As turnaround times at the major banks show little sign of improvement, FAMNZ wants clear service level agreements introduced.

As turnaround times at the major banks show little sign of improvement, FAMNZ wants clear service level agreements introduced.

“That’s standard in most business partnership – and this should be no different,” Leigh Hodgetts, FAMNZ country head says. 

“Right now, consumer choice is being compromised.”

FAMNZ members are consistently reporting delays of 7–10 days on average, and even longer for complex applications. These delays are adding pressure and uncertainty at critical moments in the home loan process, she says

“Right now, consumer choice is being compromised.”

“Turnaround times remain a serious and ongoing challenge – for advisers and especially for their clients. There is no “one size fits all” as each application is different and each lender has different procedures.”

The turnaround delays are largely a capacity and capability issue, Hodgetts says. 

“Banks have been onboarding new staff, but there’s a natural learning curve that comes with training and upskilling. Inexperienced teams are contributing to slower response times, asking more questions or requiring rework that resets the waiting time for an outcome,” she says.

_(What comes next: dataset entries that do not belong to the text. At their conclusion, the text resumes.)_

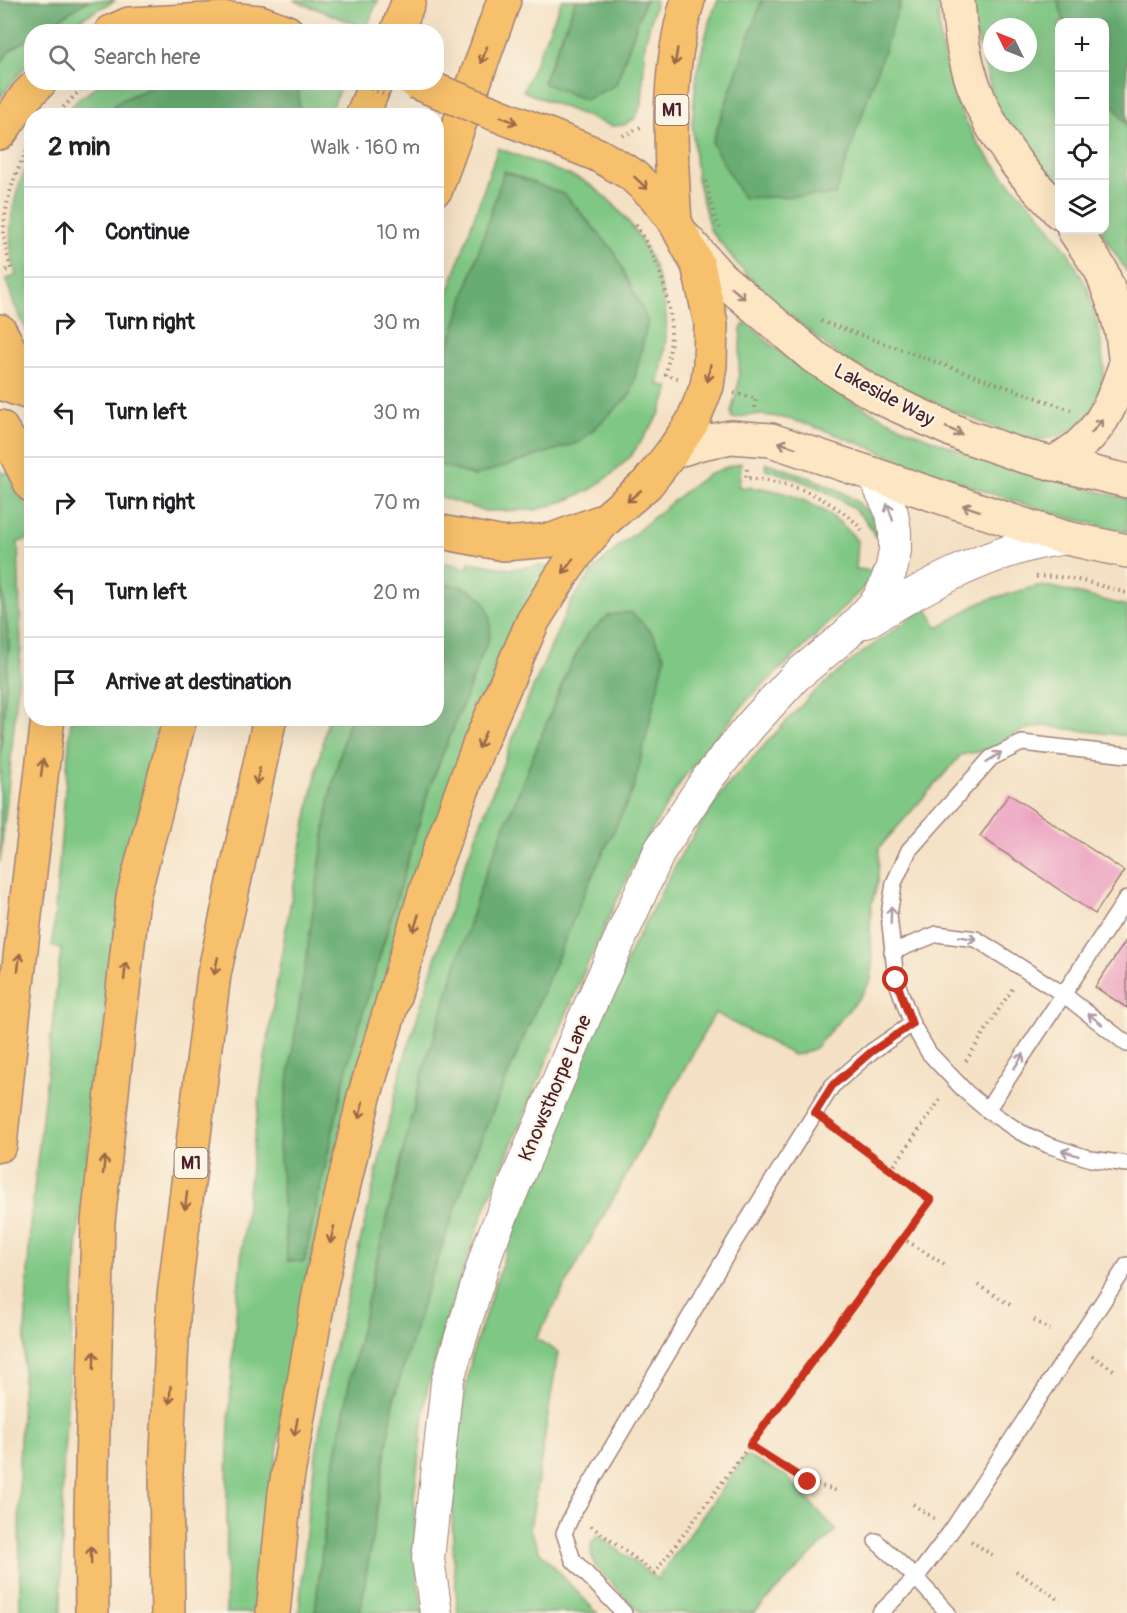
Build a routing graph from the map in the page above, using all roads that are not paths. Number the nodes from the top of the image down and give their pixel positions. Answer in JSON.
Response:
{"nodes":[{"id":1,"x":160,"y":0,"type":"edge"},
{"id":2,"x":410,"y":0,"type":"edge"},
{"id":3,"x":504,"y":0,"type":"edge"},
{"id":4,"x":688,"y":0,"type":"edge"},
{"id":5,"x":958,"y":0,"type":"edge"},
{"id":6,"x":126,"y":24,"type":"edge"},
{"id":7,"x":167,"y":24,"type":"edge"},
{"id":8,"x":265,"y":24,"type":"edge"},
{"id":9,"x":400,"y":24,"type":"edge"},
{"id":10,"x":31,"y":90,"type":"edge"},
{"id":11,"x":373,"y":90,"type":"edge"},
{"id":12,"x":435,"y":90,"type":"edge"},
{"id":13,"x":365,"y":108,"type":"edge"},
{"id":14,"x":0,"y":133,"type":"edge"},
{"id":15,"x":444,"y":167,"type":"edge"},
{"id":16,"x":1055,"y":208,"type":"edge"},
{"id":17,"x":679,"y":229,"type":"junction"},
{"id":18,"x":1077,"y":234,"type":"edge"},
{"id":19,"x":0,"y":331,"type":"edge"},
{"id":20,"x":24,"y":369,"type":"edge"},
{"id":21,"x":1126,"y":370,"type":"edge"},
{"id":22,"x":0,"y":383,"type":"edge"},
{"id":23,"x":24,"y":391,"type":"edge"},
{"id":24,"x":0,"y":427,"type":"edge"},
{"id":25,"x":672,"y":452,"type":"junction"},
{"id":26,"x":1053,"y":464,"type":"junction"},
{"id":27,"x":24,"y":470,"type":"edge"},
{"id":28,"x":873,"y":474,"type":"junction"},
{"id":29,"x":1127,"y":482,"type":"edge"},
{"id":30,"x":605,"y":520,"type":"junction"},
{"id":31,"x":444,"y":533,"type":"edge"},
{"id":32,"x":1066,"y":538,"type":"junction"},
{"id":33,"x":1127,"y":551,"type":"edge"},
{"id":34,"x":846,"y":635,"type":"junction"},
{"id":35,"x":47,"y":726,"type":"edge"},
{"id":36,"x":178,"y":726,"type":"edge"},
{"id":37,"x":268,"y":726,"type":"edge"},
{"id":38,"x":1127,"y":755,"type":"edge"},
{"id":39,"x":1127,"y":898,"type":"edge"},
{"id":40,"x":892,"y":952,"type":"junction"},
{"id":41,"x":1063,"y":994,"type":"junction"},
{"id":42,"x":912,"y":1024,"type":"junction"},
{"id":43,"x":1127,"y":1044,"type":"edge"},
{"id":44,"x":987,"y":1110,"type":"junction"},
{"id":45,"x":0,"y":1145,"type":"edge"},
{"id":46,"x":1127,"y":1164,"type":"edge"},
{"id":47,"x":1127,"y":1265,"type":"edge"},
{"id":48,"x":876,"y":1541,"type":"dead end"},
{"id":49,"x":916,"y":1578,"type":"junction"},
{"id":50,"x":92,"y":1613,"type":"edge"},
{"id":51,"x":168,"y":1613,"type":"edge"},
{"id":52,"x":273,"y":1613,"type":"edge"},
{"id":53,"x":436,"y":1613,"type":"edge"},
{"id":54,"x":624,"y":1613,"type":"edge"},
{"id":55,"x":880,"y":1613,"type":"edge"},
{"id":56,"x":948,"y":1613,"type":"edge"}],
"edges":[{"from":1,"to":6,"type":"highway"},
{"from":2,"to":9,"type":"highway"},
{"from":3,"to":15,"type":"highway","one_way":true},
{"from":4,"to":17,"type":"highway","number":"M1","one_way":true},
{"from":5,"to":16,"type":"street"},
{"from":7,"to":8,"type":"highway"},
{"from":10,"to":14,"type":"highway"},
{"from":11,"to":13,"type":"highway"},
{"from":12,"to":17,"type":"highway","one_way":true,"bridge":true},
{"from":17,"to":25,"type":"highway","one_way":true},
{"from":17,"to":26,"type":"street","name":"Lakeside Way","one_way":true},
{"from":18,"to":21,"type":"street"},
{"from":19,"to":20,"type":"highway"},
{"from":26,"to":21,"type":"street","one_way":true},
{"from":22,"to":23,"type":"highway"},
{"from":24,"to":27,"type":"highway"},
{"from":28,"to":25,"type":"street","one_way":true},
{"from":25,"to":30,"type":"highway","one_way":true},
{"from":26,"to":29,"type":"street","name":"Lakeside Way"},
{"from":32,"to":28,"type":"street","one_way":true},
{"from":34,"to":28,"type":"street","name":"Knowsthorpe Lane","one_way":true},
{"from":30,"to":31,"type":"highway"},
{"from":30,"to":52,"type":"highway","one_way":true},
{"from":32,"to":33,"type":"street"},
{"from":32,"to":34,"type":"street","name":"Knowsthorpe Lane"},
{"from":34,"to":53,"type":"street","name":"Knowsthorpe Lane"},
{"from":45,"to":35,"type":"highway","one_way":true},
{"from":50,"to":36,"type":"highway","one_way":true},
{"from":37,"to":51,"type":"highway","number":"M1","one_way":true},
{"from":40,"to":38,"type":"lane","one_way":true},
{"from":39,"to":41,"type":"lane"},
{"from":40,"to":41,"type":"lane","one_way":true},
{"from":40,"to":42,"type":"lane"},
{"from":43,"to":41,"type":"lane","one_way":true},
{"from":44,"to":41,"type":"lane","one_way":true},
{"from":42,"to":44,"type":"lane"},
{"from":42,"to":54,"type":"lane"},
{"from":46,"to":44,"type":"lane","one_way":true},
{"from":47,"to":49,"type":"lane"},
{"from":48,"to":49,"type":"lane"},
{"from":49,"to":55,"type":"lane"},
{"from":49,"to":56,"type":"lane"}]}
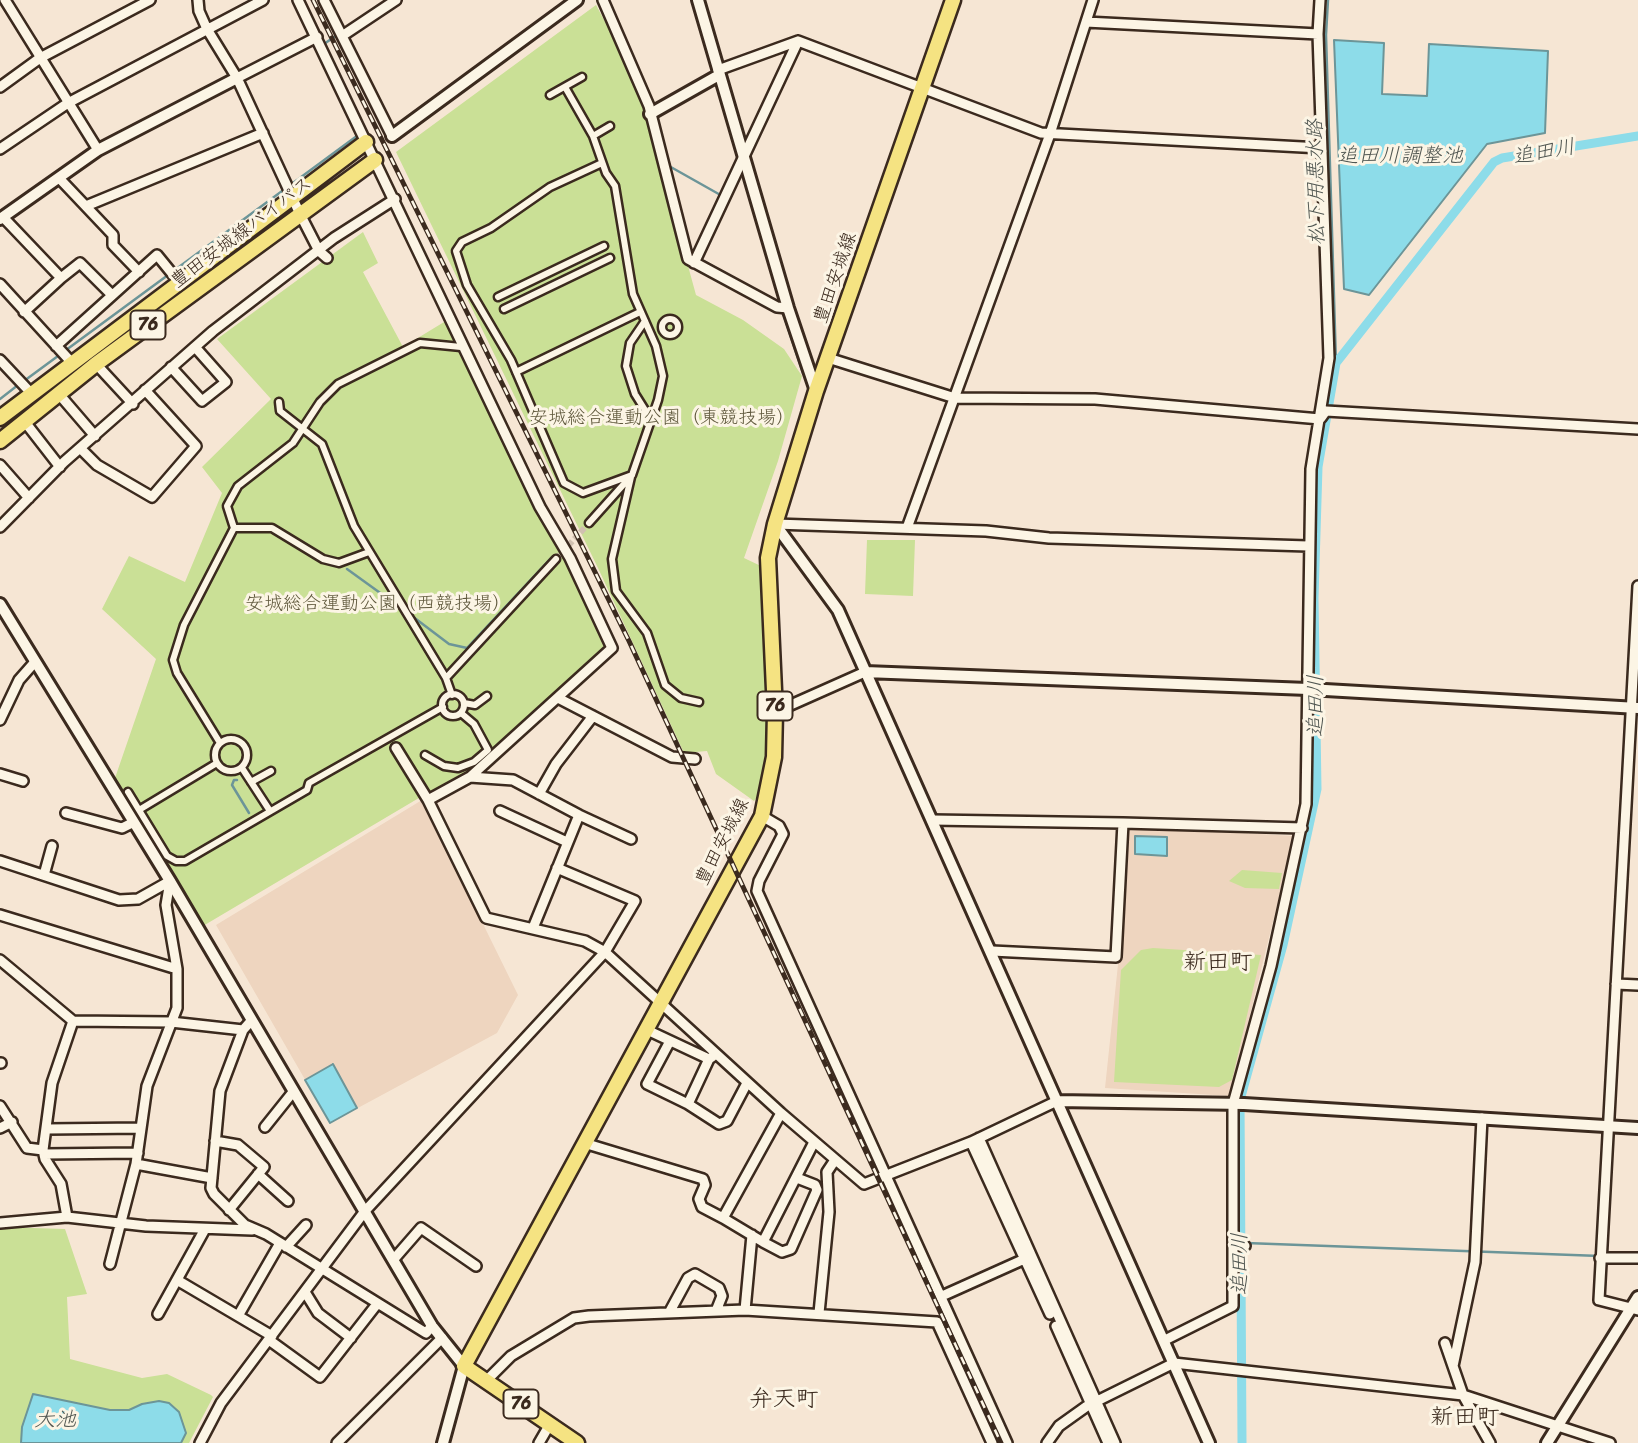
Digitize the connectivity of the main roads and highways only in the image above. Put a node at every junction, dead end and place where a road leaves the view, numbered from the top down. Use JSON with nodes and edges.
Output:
{"nodes":[{"id":1,"x":953,"y":0,"type":"edge"},
{"id":2,"x":366,"y":142,"type":"road end"},
{"id":3,"x":374,"y":160,"type":"road end"},
{"id":4,"x":0,"y":418,"type":"edge"},
{"id":5,"x":0,"y":440,"type":"edge"},
{"id":6,"x":577,"y":1443,"type":"edge"}],
"edges":[{"from":1,"to":6,"type":"main road","name":"豊田安城線","number":"76"},
{"from":2,"to":4,"type":"main road","name":"豊田安城線バイパス","number":"76"},
{"from":3,"to":5,"type":"main road","name":"豊田安城線バイパス","number":"76"}]}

“We’re also still seeing the effects of overly prescriptive deal assessments—a hangover from the CCCFA changes.”

Hodgetts says heads of third party banking have acknowledged the issue and are investing in automation, staffing, and process improvements. “These changes are welcome—but there’s still work to do to achieve parity and ensure consistency across all channels.”

Talks have started on service level agreements.

There are several solutions, FAMNZ says. Banks can support advisers – and  ultimately clients – by continuing to invest in training, resourcing, and consistent service models across all channels. 

 It wants fewer forms and a more standardised approach across lenders to improve efficiency. The current inconsistencies between banks add complexity and unnecessary duplication, which only slows the process down further, Hodgetts says.

“Listening to feedback and responding quickly in time-sensitive, high-stress situations is vital.”

 She says what advisers are asking for isn’t unreasonable: clear expectations, reliable processing timeframes, and a genuine partnership approach. “We want to work together to deliver the best outcomes for New Zealand borrowers. That’s a shared goal—and one we believe the industry can achieve.”

Another way around the delays for mortgage advisers is using non-bank or specialist lenders that are not always accessible to the public direct.

Non-bank or specialist lenders are getting more business as a result of their service and ability to meet clients’ needs in a timely manner,” according to FAMNZ.